Background Information

The MongoDB catalog maps MongoDB's native data hierarchy to Flink's catalog model:

MongoDB ConceptFlink Catalog Concept
MongoDB instance / replica setCatalog
DatabaseDatabase
CollectionTable

Tables discovered through the catalog can serve as source tables, dimension tables, and result tables in Flink SQL deployments.

The catalog is read-only with respect to metadata: it discovers existing databases and collections. You cannot create, modify, or delete databases or collections through a MongoDB catalog.

Prerequisites

  • A running MongoDB instance accessible from Ververica Platform.
  • If MongoDB authentication is enabled: credentials with at least listDatabases, listCollections, and find permissions.
  • Network access configured (IP allowlist or private connection).

Limitations

  • You cannot modify an existing MongoDB catalog using DDL statements. To update connection settings, drop the catalog and recreate it.
  • Metadata discovery only. You cannot create, modify, or delete databases or collections through a MongoDB catalog.

Create a Catalog

CREATE CATALOG my_mongo_catalog WITH (
'type' = 'mongodb',
'hosts' = '<host>:27017',
'username' = '<username>',
'password' = '${secret_values.password}',
'default-database' = 'myDatabase'
);

Catalog Options

OptionRequiredDefaultTypeDescription
typeYes(none)StringMust be mongodb.
hostsNo(none)StringHostname of the MongoDB instance. Separate multiple hosts with commas. Either uri or hosts must be set.
uriNo(none)StringFull MongoDB connection URI. If set, overrides hosts, scheme, username, password, and connection.options.
schemeNomongodbStringConnection protocol. Valid values: mongodb, mongodb+srv.
usernameNo(none)StringRequired if MongoDB authentication is enabled.
passwordNo(none)StringRequired if MongoDB authentication is enabled.
default-databaseYes(none)StringDefault database selected when USE CATALOG is called without a subsequent USE <database>.
connection.optionsNo(none)StringAdditional MongoDB connection options as key=value pairs separated by &.
max.fetch.recordsNo100IntegerMaximum number of documents read when inferring a collection schema.
scan.flatten-nested-columns.enabledNofalseBooleanIf true, nested BSON fields are expanded and named using dot notation, for example nested.col. Applies only when catalog tables are used as source tables.
scan.primitive-as-stringNofalseBooleanIf true, all primitive BSON types are inferred as STRING.
note

To keep credentials out of SQL statements, use secret references: 'password' = '${secret_values.password}'. For more information, see Secret Values.

Schema Inference

When the MongoDB catalog infers the schema of a table, it reads up to max.fetch.records documents from the collection, parses each document's schema, and merges all parsed schemas into a single collection schema.

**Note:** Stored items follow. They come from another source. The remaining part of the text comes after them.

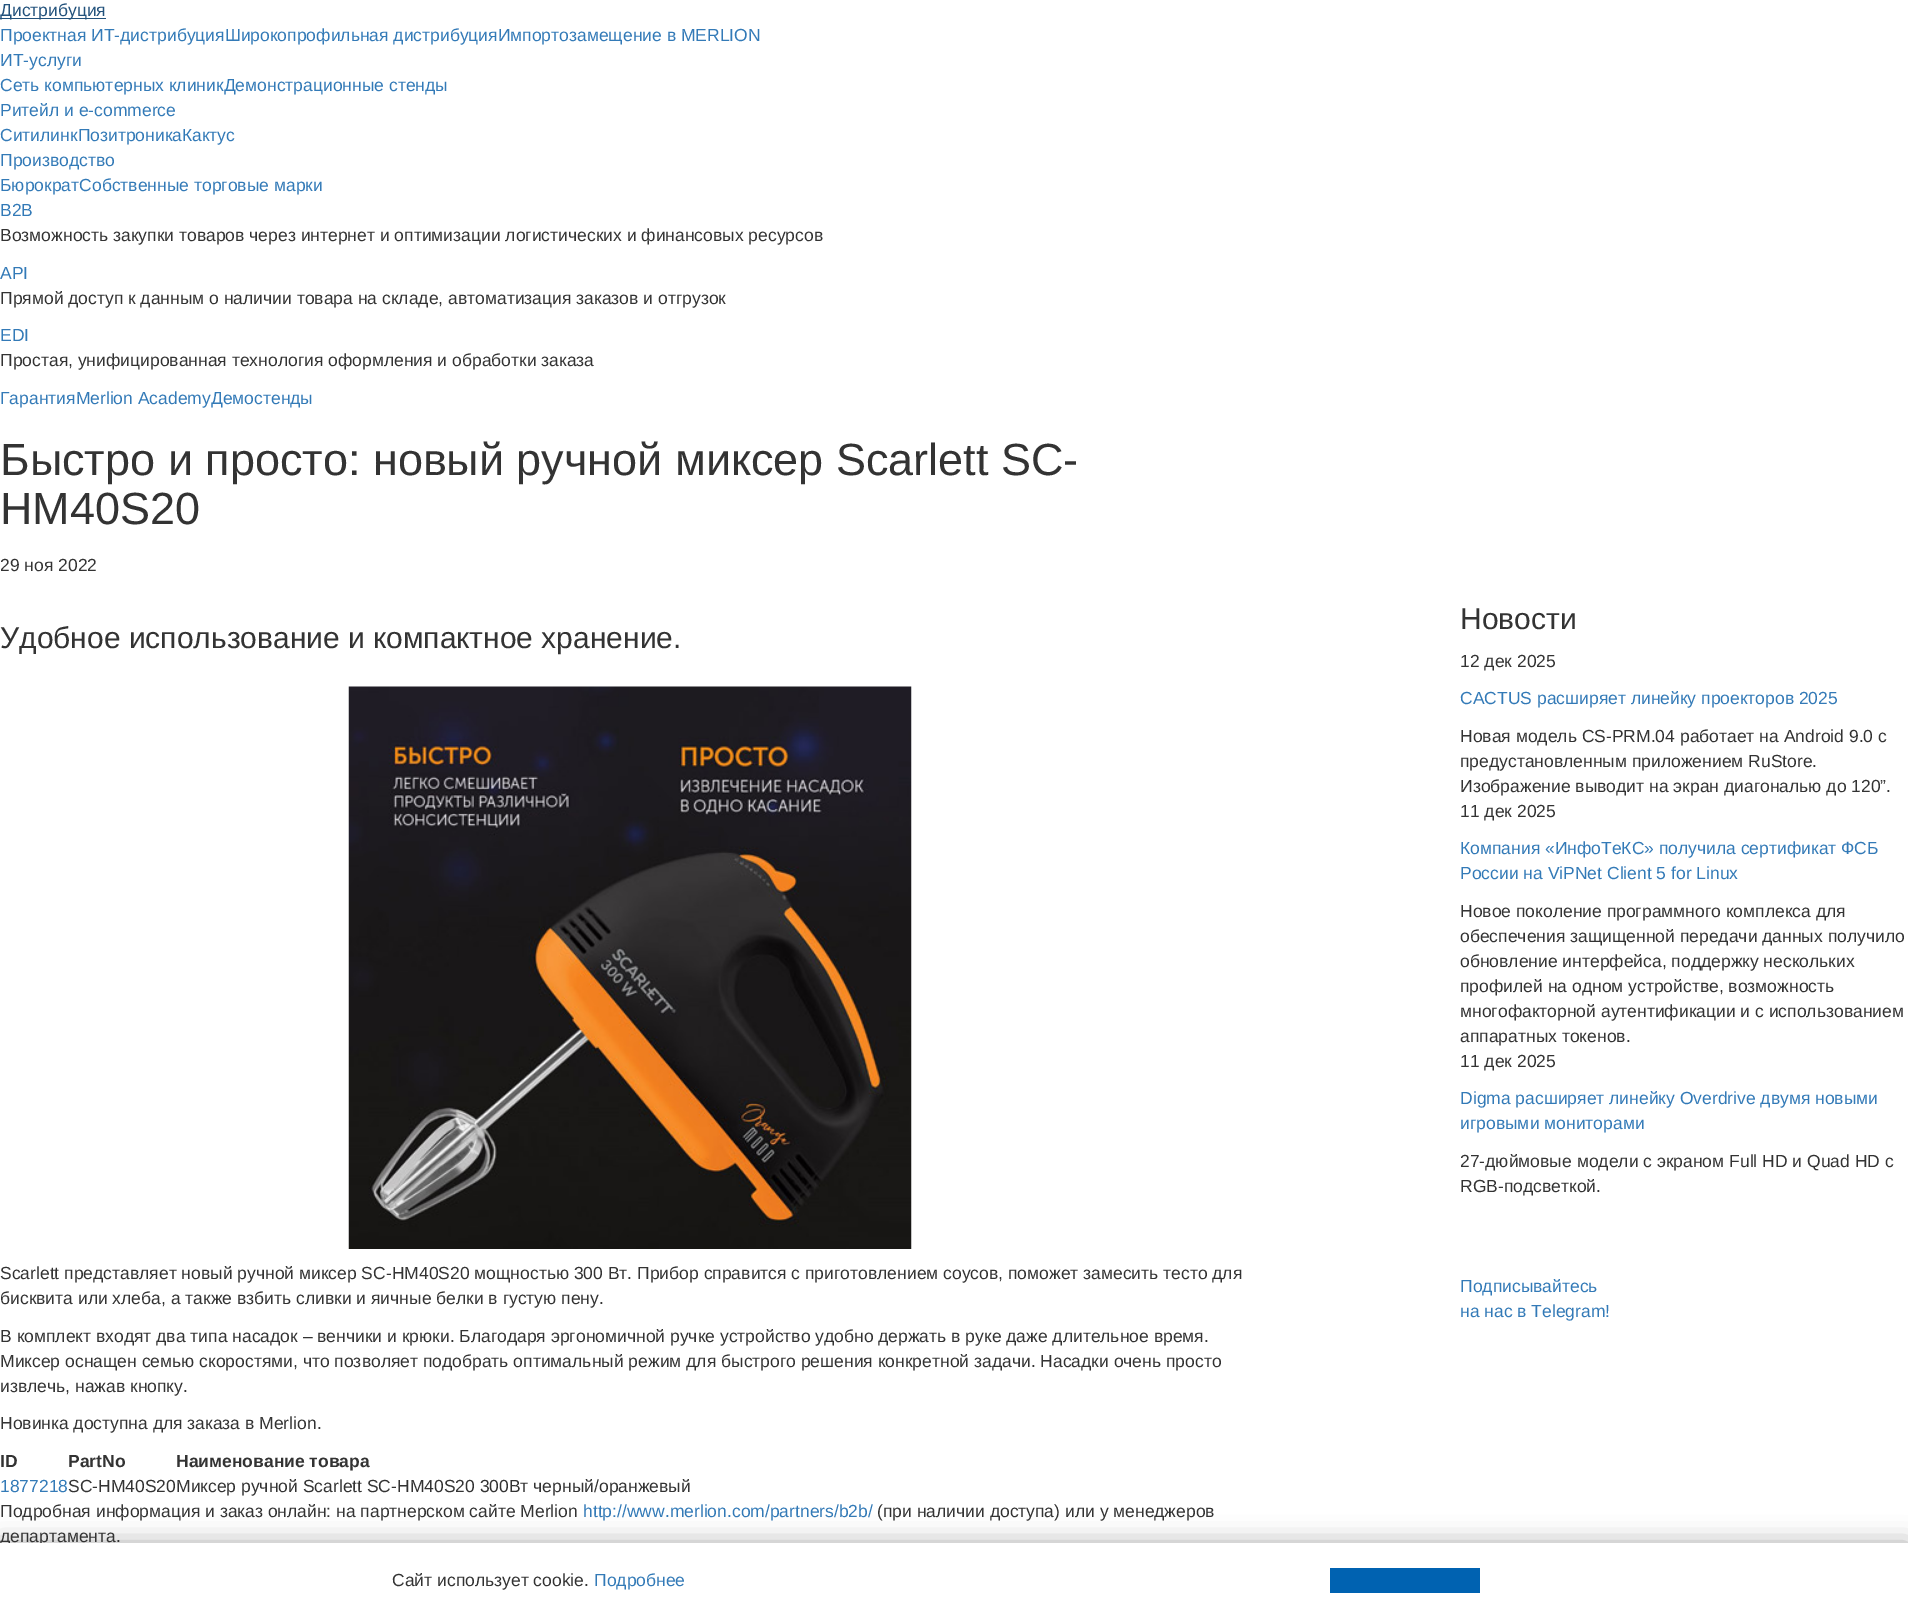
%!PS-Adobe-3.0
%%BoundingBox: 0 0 1908 1617
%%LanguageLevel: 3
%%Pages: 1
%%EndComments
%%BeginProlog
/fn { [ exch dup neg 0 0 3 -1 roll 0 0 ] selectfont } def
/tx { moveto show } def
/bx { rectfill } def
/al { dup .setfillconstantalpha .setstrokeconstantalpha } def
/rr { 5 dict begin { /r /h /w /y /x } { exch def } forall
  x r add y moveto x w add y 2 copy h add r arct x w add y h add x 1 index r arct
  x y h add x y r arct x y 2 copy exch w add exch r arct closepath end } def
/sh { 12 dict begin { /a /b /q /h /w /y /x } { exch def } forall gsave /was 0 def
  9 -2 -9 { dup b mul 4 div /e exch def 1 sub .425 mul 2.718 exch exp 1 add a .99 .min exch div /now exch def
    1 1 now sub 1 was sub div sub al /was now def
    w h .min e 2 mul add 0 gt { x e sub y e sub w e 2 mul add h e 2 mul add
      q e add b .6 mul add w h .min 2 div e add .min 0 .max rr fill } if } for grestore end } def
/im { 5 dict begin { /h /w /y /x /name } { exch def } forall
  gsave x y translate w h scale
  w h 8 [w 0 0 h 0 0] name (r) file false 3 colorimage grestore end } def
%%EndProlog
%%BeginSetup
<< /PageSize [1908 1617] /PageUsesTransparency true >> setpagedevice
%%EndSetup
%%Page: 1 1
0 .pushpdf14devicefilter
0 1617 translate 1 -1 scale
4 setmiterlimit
1 setgray
0 0 1908 1617 bx
0.137 0.322 0.486 setrgbcolor
0 18 106 1 bx
/LiberationSans-Regular 17.5 fn
(Дистрибуция) 0 16 tx
0.2 0.478 0.718 setrgbcolor
(Проектная ИТ-дистрибуцияШирокопрофильная дистрибуцияИмпортозамещение в MERLION) 0 41 tx
(ИТ-услуги) 0 66 tx
(Сеть компьютерных клиникДемонстрационные стенды) 0 91 tx
(Ритейл и e-commerce) 0 116 tx
(СитилинкПозитроникаКактус) 0 141 tx
(Производство) 0 166 tx
(БюрократСобственные торговые марки) 0 191 tx
(B2B) 0 216 tx
0.2 setgray
(Возможность закупки товаров через интернет и оптимизации логистических и финансовых ресурсов) 0 241 tx
0.2 0.478 0.718 setrgbcolor
(API) 0 279 tx
0.2 setgray
(Прямой доступ к данным о наличии товара на складе, автоматизация заказов и отгрузок) 0 304 tx
0.2 0.478 0.718 setrgbcolor
(EDI) 0 341 tx
0.2 setgray
(Простая, унифицированная технология оформления и обработки заказа) 0 366 tx
0.2 0.478 0.718 setrgbcolor
(ГарантияMerlion AcademyДемостенды) 0 404 tx
/LiberationSans-Regular 45 fn
0.2 setgray
(Быстро и просто: новый ручной миксер Scarlett SC-) 0 475 tx
(HM40S20) 0 524 tx
/LiberationSans-Regular 17.5 fn
(29 ноя 2022) 0 571 tx
/LiberationSans-Regular 30 fn
(Удобное использование и компактное хранение.) 0 648 tx
(image0.raw) 348 686 564 563 im
/LiberationSans-Regular 17.5 fn
(Scarlett представляет новый ручной миксер SC-HM40S20 мощностью 300 Вт. Прибор справится с приготовлением соусов, поможет замесить тесто для) 0 1279 tx
(бисквита или хлеба, а также взбить сливки и яичные белки в густую пену.) 0 1304 tx
(В комплект входят два типа насадок – венчики и крюки. Благодаря эргономичной ручке устройство удобно держать в руке даже длительное время.) 0 1342 tx
(Миксер оснащен семью скоростями, что позволяет подобрать оптимальный режим для быстрого решения конкретной задачи. Насадки очень просто) 0 1367 tx
(извлечь, нажав кнопку.) 0 1392 tx
(Новинка доступна для заказа в Merlion.) 0 1429 tx
/LiberationSans-Bold 17.5 fn
(ID) 0 1467 tx
(PartNo) 68 1467 tx
(Наименование товара) 176 1467 tx
/LiberationSans-Regular 17.5 fn
0.2 0.478 0.718 setrgbcolor
(1877218) 0 1492 tx
0.2 setgray
(SC-HM40S20Миксер ручной Scarlett SC-HM40S20 300Вт черный/оранжевый) 68 1492 tx
(Подробная информация и заказ онлайн: на партнерском сайте Merlion) 0 1517 tx
0.2 0.478 0.718 setrgbcolor
(http://www.merlion.com/partners/b2b/) 583 1517 tx
0.2 setgray
(\(при наличии доступа\) или у менеджеров) 877 1517 tx
(департамента.) 0 1542 tx
/LiberationSans-Regular 30 fn
(Новости) 1460 629 tx
/LiberationSans-Regular 17.5 fn
(12 дек 2025) 1460 667 tx
0.2 0.478 0.718 setrgbcolor
(CACTUS расширяет линейку проекторов 2025) 1460 704 tx
0.2 setgray
(Новая модель CS-PRM.04 работает на Android 9.0 с) 1460 742 tx
(предустановленным приложением RuStore.) 1460 767 tx
(Изображение выводит на экран диагональю до 120”.) 1460 792 tx
(11 дек 2025) 1460 817 tx
0.2 0.478 0.718 setrgbcolor
(Компания «ИнфоТеКС» получила сертификат ФСБ) 1460 854 tx
(России на ViPNet Client 5 for Linux) 1460 879 tx
0.2 setgray
(Новое поколение программного комплекса для) 1460 917 tx
(обеспечения защищенной передачи данных получило) 1460 942 tx
(обновление интерфейса, поддержку нескольких) 1460 967 tx
(профилей на одном устройстве, возможность) 1460 992 tx
(многофакторной аутентификации и с использованием) 1460 1017 tx
(аппаратных токенов.) 1460 1042 tx
(11 дек 2025) 1460 1067 tx
0.2 0.478 0.718 setrgbcolor
(Digma расширяет линейку Overdrive двумя новыми) 1460 1104 tx
(игровыми мониторами) 1460 1129 tx
0.2 setgray
(27-дюймовые модели с экраном Full HD и Quad HD с) 1460 1167 tx
(RGB-подсветкой.) 1460 1192 tx
0.2 0.478 0.718 setrgbcolor
(Подписывайтесь) 1460 1292 tx
(на нас в Telegram!) 1460 1317 tx
0.196 setgray
0 1543 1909 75 0 12.5 0.41 sh
1 setgray
0 1543 1908 74 bx
0.2 setgray
(Сайт использует cookie.) 392 1586 tx
0.2 0.478 0.718 setrgbcolor
(Подробнее) 594 1586 tx
0 0.384 0.694 setrgbcolor
1330 1568 150 25 bx
.poppdf14devicefilter showpage
%%EOF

The inferred schema includes physical columns inferred from BSON documents. The _id column always serves as the default primary key to prevent duplicate data.

Schema merge rules:

  • When a field in the parsed document does not exist in the current schema, the catalog adds it.
  • When two columns share the same name but differ in precision, the catalog retains the larger precision.
  • When two columns share the same name but have different data types, the catalog uses the smallest common parent type in the type hierarchy. For example, DECIMAL and FLOAT resolve to DOUBLE.